Na fotografia: Eduardo Galeano escritor uruguaio e referência intelectual da América Latina e da esquerda mundial.
O adepto de futebol por Eduardo Galeano
Embora o adepto possa
contemplar o milagre, mais comodamente, na tela da sua televisão,
prefere cumprir a peregrinação até ao lugar onde possa ver em carne e
osso os seus anjos a lutar num duelo contra os demónios da jornada. Por
Eduardo Galeano.
O adepto
Uma vez por semana, o adepto foge de casa e vai ao estádio.
Ondulam as bandeiras, soam as matracas, os foguetes, os tambores,
chovem serpentinas e papel picado: a cidade desaparece, a rotina
esquece-se, só existe o templo. Neste espaço sagrado, a única religião
que não tem ateus exibe as suas divindades. Embora o adepto possa
contemplar o milagre, mais comodamente, na tela da sua televisão,
prefere cumprir a peregrinação até ao lugar onde possa ver em carne e
osso os seus anjos a lutar num duelo contra os demónios da jornada.
Aqui o adepto agita o lenço, engole saliva, engole veneno, come o
boné, sussurra preces e maldições, e de repente arrebenta a garganta
numa ovação e salta feito pulga abraçando o desconhecido que grita golo
ao seu lado.
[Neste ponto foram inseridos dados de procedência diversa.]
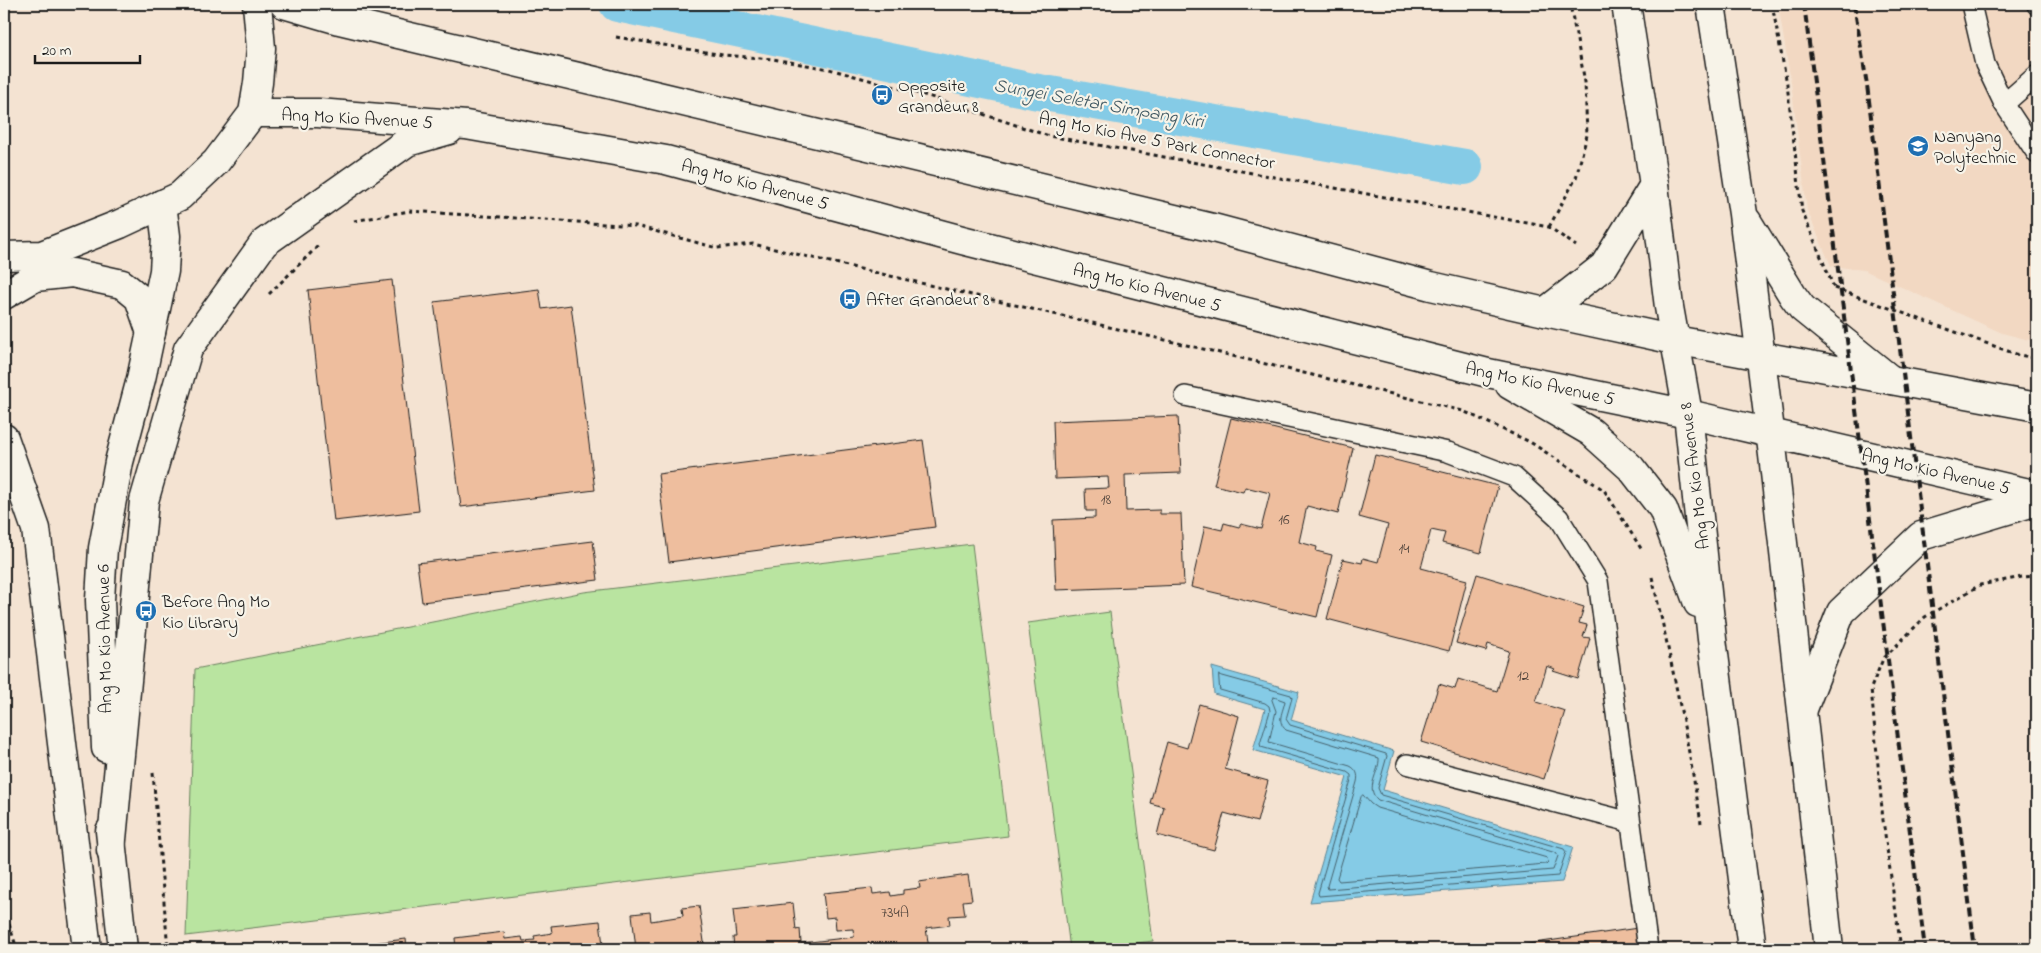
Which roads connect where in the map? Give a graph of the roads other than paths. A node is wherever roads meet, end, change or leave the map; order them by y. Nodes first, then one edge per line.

Enquanto dura a missa pagã, o adepto é muita coisa.
Compartilha com milhares de devotos a certeza de que somos os melhores,
todos os árbitros foram comprados, todos os rivais são trapaceiros.
É raro o adepto que diz: “A minha equipa joga hoje”. Diz sempre: “Nós
jogamos hoje”. Este jogador número doze sabe muito bem que é ele quem
sopra os ventos de fervor que empurram a bola quando ela dorme, da mesma
forma que os outros onze jogadores sabem que jogar sem claque é como
dançar sem música.
Quando o jogo termina, o adepto, que não saiu da arquibancada,
celebra a sua vitória, que goleada fizemos, que coça que nós demos, ou
chora a sua derrota, roubaram-nos outra vez, árbitro ladrão. E então o
sol vai embora, e o adepto vai-se. Caem as sombras sobre o estádio que
se esvazia. Nos degraus de cimento ardem, aqui e ali, algumas fogueiras
de fogo fugaz, enquanto se vão apagando as luzes e as vozes. O estádio
fica sozinho e o adepto também volta à sua solidão, um eu que foi nós; o
adepto afasta-se, dispersa-se, perde-se, e o domingo é melancólico
transformado numa quarta-feira de cinzas depois da morte do carnaval.
Texto extraído do livro Futebol ao Sol e à Sombra de Eduardo Galeano.